Understanding how forest structure drives carbon sequestration is important for ecologists, climate modelers, and forest managers, who are working on ways to mitigate climate change, says Fahey.
Carbon sequestration is the process by which atmospheric carbon dioxide is taken up by trees, grasses and other plants through photosynthesis and stored as carbon in soil and plant biomass, such as tree trunks, branches, foliage and roots. Carbon sequestration in forests and wood helps offset sources of carbon dioxide to the atmosphere, such as deforestation, forest fires and fossil-fuel emissions, according to the Forest Service of the U.S. Department of Agriculture.
Why are structurally complex forests better at carbon sequestration? Chris Gough of Virginia Commonwealth University suggests that multiple layers of leaves may optimize how efficiently light is used to power carbon sequestration in wood.
“Carbon dioxide, a potent greenhouse gas, is taken up by trees through the process of photosynthesis and some of that ‘fixed’ carbon is allocated to wood,” says Gough. “Our study shows that more complex forests are better at taking up and sequestering carbon in wood and, in doing so, they leave less carbon dioxide in the air.”

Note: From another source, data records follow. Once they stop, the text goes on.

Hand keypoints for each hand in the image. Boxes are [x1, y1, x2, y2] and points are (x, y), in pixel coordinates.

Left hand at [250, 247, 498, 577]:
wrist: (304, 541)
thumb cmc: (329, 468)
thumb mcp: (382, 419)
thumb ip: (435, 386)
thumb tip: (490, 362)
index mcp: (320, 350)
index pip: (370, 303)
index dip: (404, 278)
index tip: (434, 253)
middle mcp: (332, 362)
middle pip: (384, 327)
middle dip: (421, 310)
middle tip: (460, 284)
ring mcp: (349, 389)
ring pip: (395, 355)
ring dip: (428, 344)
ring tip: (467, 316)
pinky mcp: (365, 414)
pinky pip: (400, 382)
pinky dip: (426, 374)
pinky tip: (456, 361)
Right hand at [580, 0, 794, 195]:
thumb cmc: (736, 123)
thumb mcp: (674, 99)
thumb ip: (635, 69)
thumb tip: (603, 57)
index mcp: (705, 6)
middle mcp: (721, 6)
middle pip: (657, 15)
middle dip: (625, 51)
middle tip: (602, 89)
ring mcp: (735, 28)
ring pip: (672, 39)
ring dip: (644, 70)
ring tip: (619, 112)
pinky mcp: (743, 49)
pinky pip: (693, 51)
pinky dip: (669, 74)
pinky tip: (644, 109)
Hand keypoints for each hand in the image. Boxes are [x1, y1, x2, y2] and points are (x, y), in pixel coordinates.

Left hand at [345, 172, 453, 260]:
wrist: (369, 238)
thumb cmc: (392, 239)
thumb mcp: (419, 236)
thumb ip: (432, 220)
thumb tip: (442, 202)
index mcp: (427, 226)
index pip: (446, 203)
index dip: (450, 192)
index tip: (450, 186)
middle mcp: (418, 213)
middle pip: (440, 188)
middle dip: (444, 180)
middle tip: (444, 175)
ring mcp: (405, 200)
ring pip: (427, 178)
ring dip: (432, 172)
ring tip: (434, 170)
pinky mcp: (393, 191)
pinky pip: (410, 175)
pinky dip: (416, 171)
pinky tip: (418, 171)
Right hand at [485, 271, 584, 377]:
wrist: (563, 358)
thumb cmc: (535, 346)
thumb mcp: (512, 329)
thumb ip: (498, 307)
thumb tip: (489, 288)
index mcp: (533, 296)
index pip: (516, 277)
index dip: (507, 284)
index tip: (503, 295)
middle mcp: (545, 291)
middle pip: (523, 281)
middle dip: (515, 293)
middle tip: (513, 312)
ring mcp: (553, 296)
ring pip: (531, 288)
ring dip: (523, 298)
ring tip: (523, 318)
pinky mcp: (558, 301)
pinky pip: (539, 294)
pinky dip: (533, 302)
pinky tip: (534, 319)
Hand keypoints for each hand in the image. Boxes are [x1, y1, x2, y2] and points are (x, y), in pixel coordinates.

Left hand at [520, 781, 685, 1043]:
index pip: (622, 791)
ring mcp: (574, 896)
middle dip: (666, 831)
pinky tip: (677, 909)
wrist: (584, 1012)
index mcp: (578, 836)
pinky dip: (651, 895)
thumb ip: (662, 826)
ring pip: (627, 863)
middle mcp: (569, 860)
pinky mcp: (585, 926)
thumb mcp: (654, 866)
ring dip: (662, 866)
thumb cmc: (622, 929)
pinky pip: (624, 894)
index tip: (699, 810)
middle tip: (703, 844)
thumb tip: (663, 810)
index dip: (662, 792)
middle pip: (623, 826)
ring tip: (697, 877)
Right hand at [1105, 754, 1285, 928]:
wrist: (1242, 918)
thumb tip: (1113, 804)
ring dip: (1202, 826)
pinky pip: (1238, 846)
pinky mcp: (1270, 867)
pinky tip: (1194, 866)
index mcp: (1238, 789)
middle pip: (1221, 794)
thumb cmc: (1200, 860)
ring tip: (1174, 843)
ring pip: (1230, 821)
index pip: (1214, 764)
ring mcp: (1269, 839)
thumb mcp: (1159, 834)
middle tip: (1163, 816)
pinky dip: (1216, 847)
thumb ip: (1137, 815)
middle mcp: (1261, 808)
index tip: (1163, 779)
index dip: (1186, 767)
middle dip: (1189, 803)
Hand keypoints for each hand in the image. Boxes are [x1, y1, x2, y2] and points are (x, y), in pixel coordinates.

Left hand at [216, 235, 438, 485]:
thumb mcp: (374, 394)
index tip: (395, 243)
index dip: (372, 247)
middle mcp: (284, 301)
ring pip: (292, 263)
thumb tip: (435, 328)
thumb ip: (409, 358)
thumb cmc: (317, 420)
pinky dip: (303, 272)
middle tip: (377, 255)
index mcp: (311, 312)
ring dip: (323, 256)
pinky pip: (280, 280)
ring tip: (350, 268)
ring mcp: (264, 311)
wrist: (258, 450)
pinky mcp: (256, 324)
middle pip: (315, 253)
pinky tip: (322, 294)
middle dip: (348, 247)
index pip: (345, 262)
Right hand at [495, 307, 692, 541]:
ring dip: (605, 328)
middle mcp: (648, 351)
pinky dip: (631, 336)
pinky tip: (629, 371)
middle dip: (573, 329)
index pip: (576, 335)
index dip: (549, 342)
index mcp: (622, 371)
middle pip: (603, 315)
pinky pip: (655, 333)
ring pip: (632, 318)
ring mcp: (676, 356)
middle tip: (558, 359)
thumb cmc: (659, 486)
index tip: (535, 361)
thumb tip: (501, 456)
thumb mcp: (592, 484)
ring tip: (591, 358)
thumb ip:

“In other words, forests that are structurally variable and contain multiple layers of leaves outperform structurally simple forests with a single concentrated band of vegetation,” he says.
To conduct the study, the researchers used a combination of their own data, as well as data from the National Ecological Observatory Network, or NEON, which is funded by the National Science Foundation. NEON is generating long-term, publicly available data for different ecosystems in the U.S., with the aim of understanding decades long ecological processes.
“Many of the ecological indicators of forest growth and carbon sequestration fail to explicitly account for complexity,” Gough said. “These results, we hope, push the science forward by showing that how a forest is put together matters for carbon sequestration. And this relationship extends broadly to a number of different forests, from evergreen to deciduous and mid-Atlantic to Midwest.”
The new study suggests that using lidar to map forest structure could predict the potential of forests to sequester carbon in biomass better than conventional approaches characterizing biodiversity and leaf quantity.
“This could be a major advance because we can likely use aircraft and, just in the last year, satellite data to collect the data needed to predict carbon sequestration from structural complexity,” Gough says. “If we can estimate structural complexity from satellites in the future, then it may be possible to greatly improve our capacity to estimate and predict global forest carbon sequestration.”
The study’s results show what ecologists can do when they embrace new technologies and apply them to fundamental questions such as: What affects forest growth and carbon sequestration?
While the researchers found that structural complexity outperformed species diversity measures as predictors of carbon sequestration, they noted that diversity is also important as one of many components that determine how structurally complex a forest is.
Fahey says future directions include another NSF funded project, characterizing forests based on canopy structure to improve modeling to answer various questions such as how those systems would withstand disturbances and how the ability to sequester carbon may be impacted by more frequent or more intense disturbances such as wind or ice storms.
This work was supported by the National Science Foundation’s Division of Emerging Frontiers, Awards 1550657, 1550650, and 1550639.